Frequently, a fall puts a person in a nursing home, and a subsequent fall keeps the person there longer than expected. Falls account for 40%of nursing home admissions, and 60% of residents fall at the facility.
Understaffing and overcrowding contribute to many of these incidents. Groundskeeping and other such maintenance areas are often the first things to get cut when nursing homes have trouble hiring workers. Additionally, since the elderly population is expanding so rapidly, many facilities are almost constantly under construction. Construction zones are hazardous for older adults.
Falls normally cause very serious injuries. A Marietta personal injury attorney can obtain the compensation these victims need and deserve. This compensation usually includes money for economic losses, such as medical bills, and noneconomic losses, such as pain and suffering.
Duty of Care
As is the case in most other jurisdictions, the Peachtree State’s law divides victims into three categories, in order to determine the duty of care.
Nursing home residents and nursing home visitors are invitees in Georgia. An invitee is a person who has permission to be on the property and, simply because they are on the property, the owner benefits. Nursing home residents pay monthly fees, so there is an economic benefit. Nursing home visitors lift residents’ spirits, so there is a noneconomic benefit.
In these situations, owners have a duty of reasonable care. They must take steps to ensure that their buildings and surrounding properties are reasonably safe. That means addressing known fall and other injury hazards. More on that below.
The two other categories, which usually do not apply to nursing home falls, are licensee and trespasser. Licensees have permission to be on the property but they do not benefit the owner in any way. Trespassers are people with no permission and who provide no benefit. The landowner’s duty of care is substantially lower in these cases.
Knowledge of Hazard
This theoretical duty of care becomes a practical responsibility if the nursing home owner knew, or should have known, about the fall hazard.
Once a lawsuit enters the discovery phase, a Marietta personal injury attorney often finds “smoking guns,” like restroom cleaning reports, that the owner had previously hidden. So, if a claim settles too early, the best possible evidence, and therefore the maximum amount of compensation, may be unavailable.

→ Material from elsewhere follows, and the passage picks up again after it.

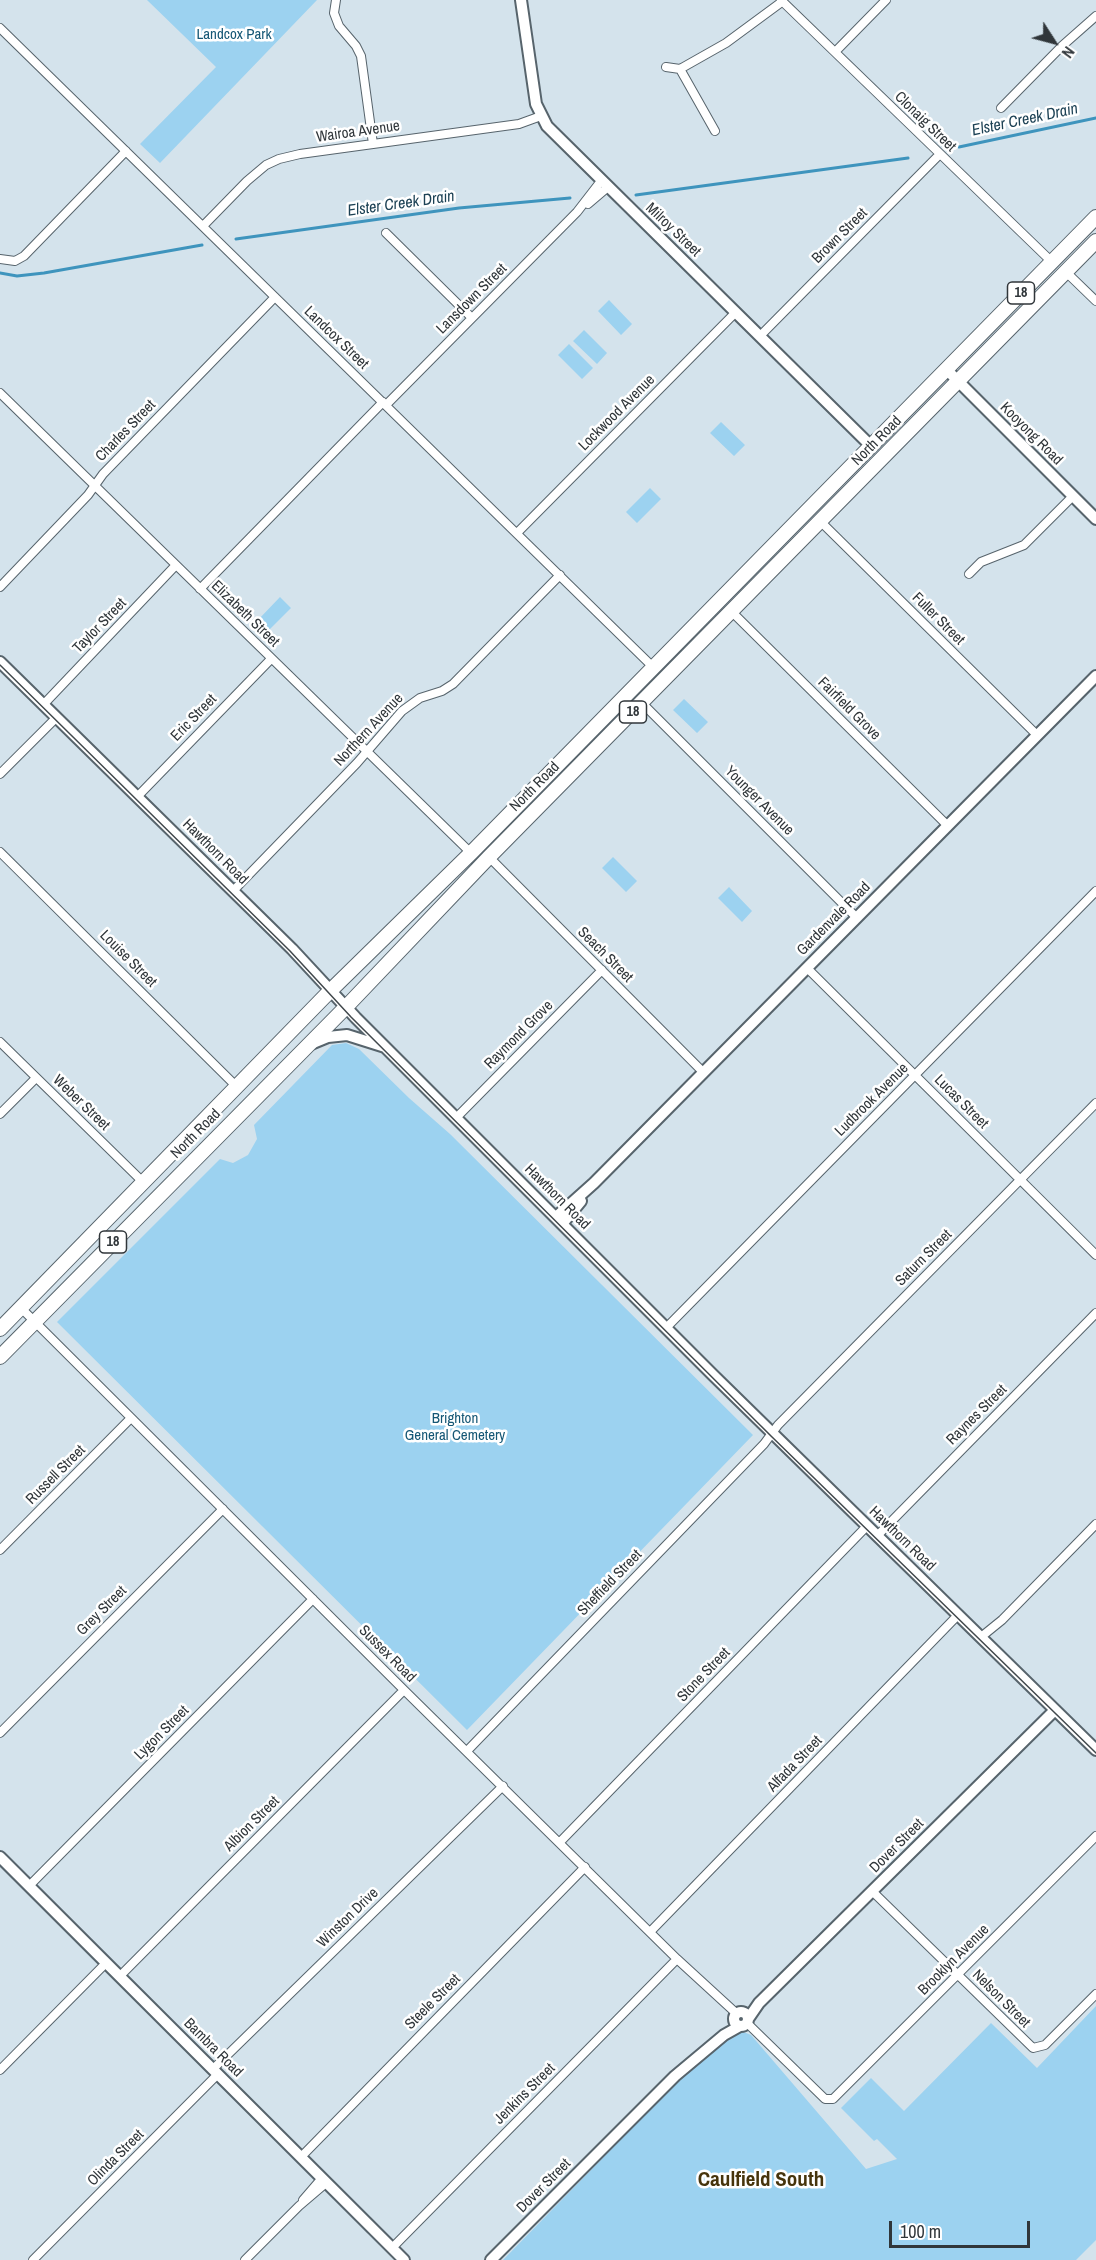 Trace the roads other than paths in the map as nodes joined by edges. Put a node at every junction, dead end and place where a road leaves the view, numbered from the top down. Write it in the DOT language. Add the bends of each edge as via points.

If there is no smoking gun, a victim/plaintiff may use circumstantial evidence to establish constructive knowledge (should have known). Prior complaints are one such kind of evidence. If other residents or visitors complained about an uneven walkway, the owner probably had constructive knowledge.
Possible Defenses
Assumption of the risk and comparative fault are among the most common insurance company defenses in fall injury claims. If the victim was a nursing home resident, these defenses have some unique twists.
“Caution Wet Floor” and other warning signs do not excuse negligence, but they do make the assumption of the risk defense easier to establish. The defendant must still prove that the victim saw the sign. Age-related Macular Degeneration is a common problem. Many older people cannot see or read these signs, especially if the lights are dim.
AMD also affects the comparative fault defense. Basically, a lawyer argues that the victim failed to avoid a visible hazard. But what is visible to a younger person might be invisible to an older person.